You can alternate different touches, intensities or rhythms to keep things interesting, or you can do “ombre” touches, that starts as a light touch for example, then you add some pressure and go into a contouring touch, then finish with a scratch.



Sexual touches


One of the main things here is lubrication, don’t grab or rub or finger your partner’s genitals dry. Adding lubrication (including to the nipples) can make a huge difference. Of course it doesn’t need to be lube, it can be saliva or other juices of the body. The reason is that there are more nerve endings at these areas so they are more sensitive. At the same time they usually like a little bit of pressure or smooth friction so lubrication can help to bring the sensitivity and the intensity together synergistically. 


Of course there are even more types of touches like downward and upward touches, circular touches, genital touches… But we are talking about the bigger picture here, and more like about the levels of touches.



And there is one very important factor here to consider that is the heart of the whole irresistible touch skill, and this is awakening your hand.



If you want to feel your partner and their reaction to your touch you have to be able to feel them with your hands. So when you touch them, your hands need to be awakened, alive and sensitive. 


Massage them regularly just as you can see in the video so that you can make them tingle and full of energy. This is going to clear up the blocks and relive your hands.

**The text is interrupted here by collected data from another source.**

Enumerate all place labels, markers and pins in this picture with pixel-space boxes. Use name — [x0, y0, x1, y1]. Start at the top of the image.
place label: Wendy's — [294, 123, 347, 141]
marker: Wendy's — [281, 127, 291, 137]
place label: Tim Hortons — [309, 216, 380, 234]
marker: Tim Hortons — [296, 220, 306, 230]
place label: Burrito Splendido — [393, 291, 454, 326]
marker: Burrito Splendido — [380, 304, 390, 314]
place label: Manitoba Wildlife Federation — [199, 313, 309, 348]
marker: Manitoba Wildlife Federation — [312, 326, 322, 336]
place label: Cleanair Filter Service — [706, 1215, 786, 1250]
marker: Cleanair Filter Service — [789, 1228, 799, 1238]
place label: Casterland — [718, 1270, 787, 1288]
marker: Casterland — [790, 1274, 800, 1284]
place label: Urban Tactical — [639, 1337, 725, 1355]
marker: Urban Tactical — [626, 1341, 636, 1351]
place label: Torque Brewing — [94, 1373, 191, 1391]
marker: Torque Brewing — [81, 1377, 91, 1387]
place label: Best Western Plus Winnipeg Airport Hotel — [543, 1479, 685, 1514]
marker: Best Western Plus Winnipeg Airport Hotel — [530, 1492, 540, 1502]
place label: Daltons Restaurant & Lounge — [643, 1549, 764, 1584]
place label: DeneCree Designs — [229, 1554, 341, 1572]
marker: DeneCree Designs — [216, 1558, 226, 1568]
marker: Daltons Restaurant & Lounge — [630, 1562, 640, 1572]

This has a 2 sided effect.


On one side you feel alive, and sensitive and when you touch your partner you feel them better too. It is almost like opening a gate between the 2 of you.

On the other hand, your partner feels that openness too (it doesn’t mean that they are necessarily aware of this, it just “feels better”). 

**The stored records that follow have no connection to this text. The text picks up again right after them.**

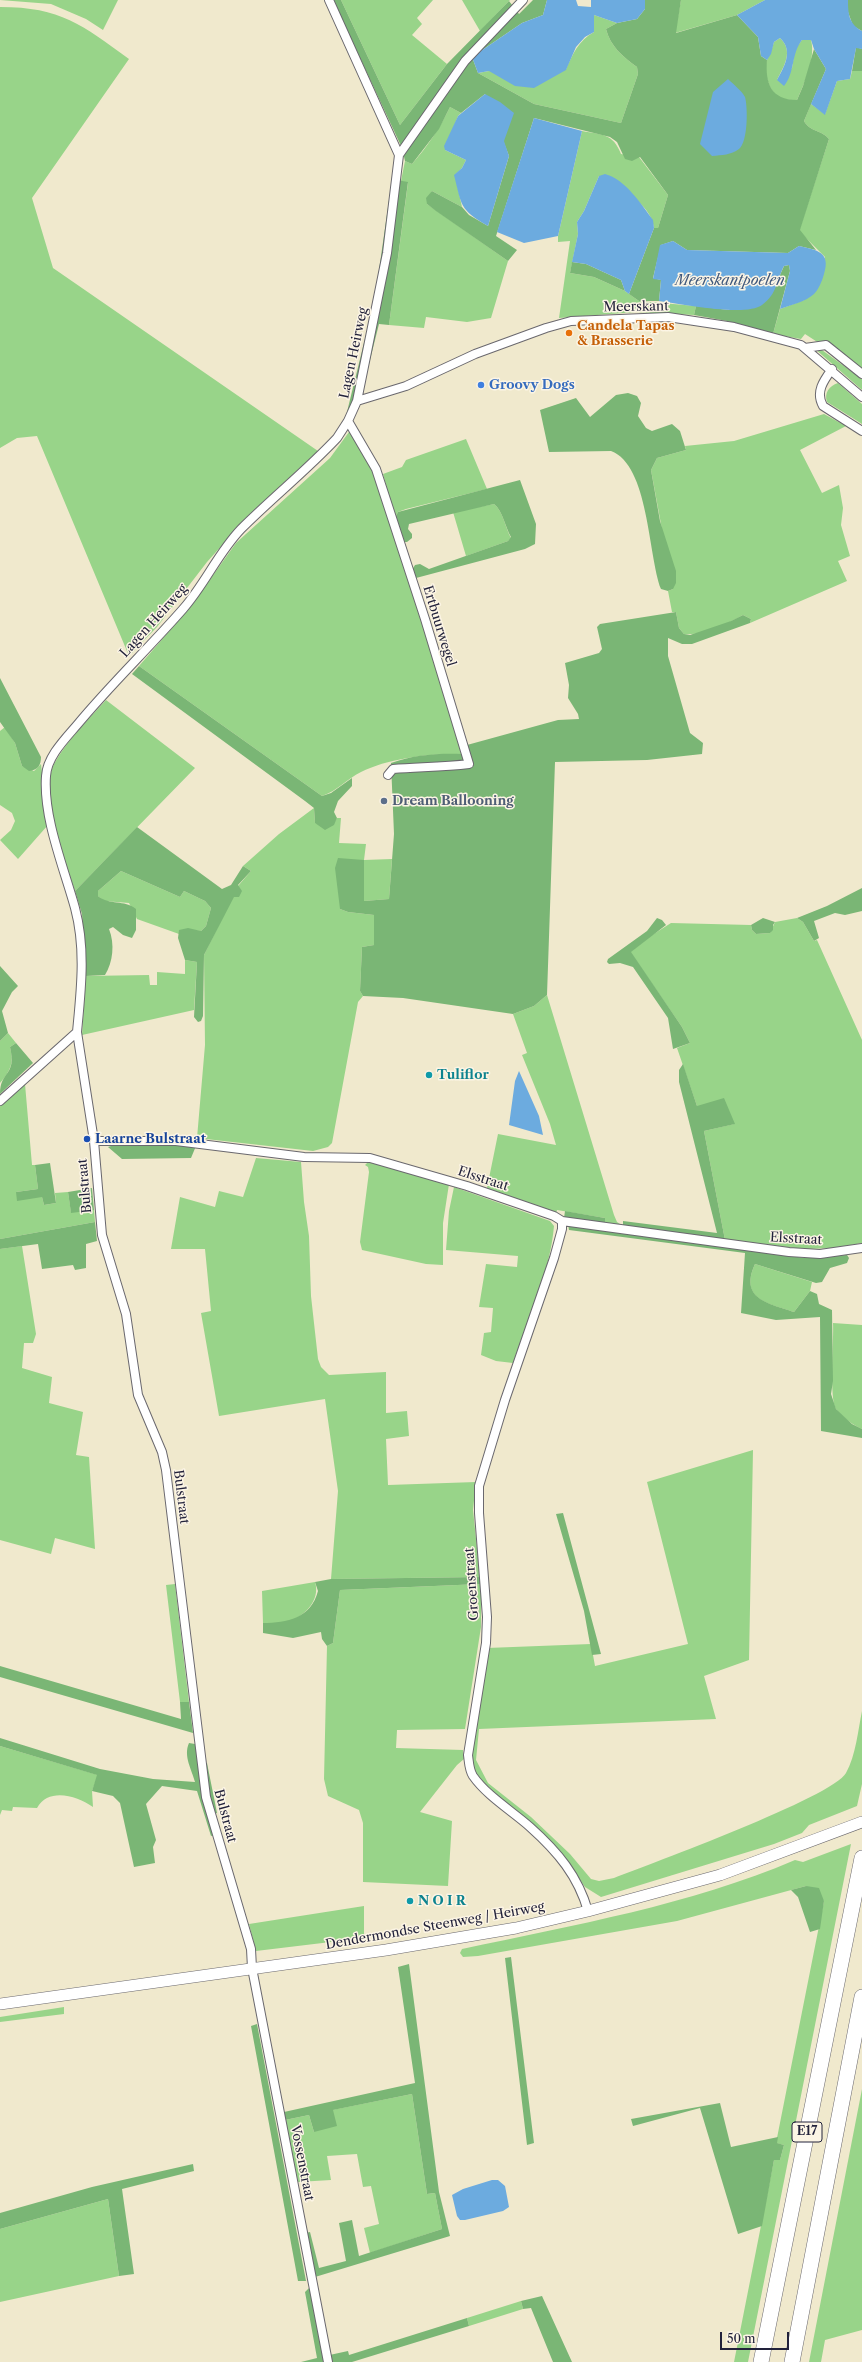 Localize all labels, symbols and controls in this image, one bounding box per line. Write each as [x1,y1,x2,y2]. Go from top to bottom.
water label: Meerskantpoelen [675,273,785,289]
street label: Meerskant [603,299,669,315]
street label: Lagen Heirweg [337,306,371,400]
place label: Candela Tapas & Brasserie [577,318,674,349]
marker: Candela Tapas & Brasserie [564,328,574,338]
place label: Groovy Dogs [489,377,575,393]
marker: Groovy Dogs [476,380,486,390]
street label: Lagen Heirweg [117,581,191,661]
street label: Ertbuurwegel [419,584,459,668]
place label: Dream Ballooning [392,793,514,809]
marker: Dream Ballooning [379,796,389,806]
place label: Tuliflor [437,1067,489,1083]
marker: Tuliflor [424,1070,434,1080]
place label: Laarne Bulstraat [95,1131,206,1147]
marker: Laarne Bulstraat [82,1134,92,1144]
street label: Bulstraat [75,1158,95,1214]
street label: Elsstraat [456,1163,510,1195]
street label: Elsstraat [769,1230,823,1248]
street label: Bulstraat [170,1469,192,1525]
street label: Groenstraat [462,1547,482,1621]
street label: Bulstraat [210,1787,240,1845]
place label: N O I R [418,1893,466,1909]
marker: N O I R [405,1896,415,1906]
street label: Dendermondse Steenweg / Heirweg [324,1899,546,1953]
road number: E17 [792,2122,822,2142]
street label: Vossenstraat [287,2124,317,2202]
scale bar [722,2324,791,2350]
text: 50 m [727,2331,756,2346]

How do I know this? For example from my clients. It happens that from a couple only one person comes to coaching, and they don’t necessarily tell their partner what they are doing and why. They always react to this, asking what is going on. They can’t put their fingers on what exactly changed, but they know that something did.


Of course you have to be present too, otherwise you can’t feel your partner’s reaction well, and your energy is less yummy.


Don’t try to ignite your partner here, don’t have an agenda, “just” be open and feel. It is going to be worth it.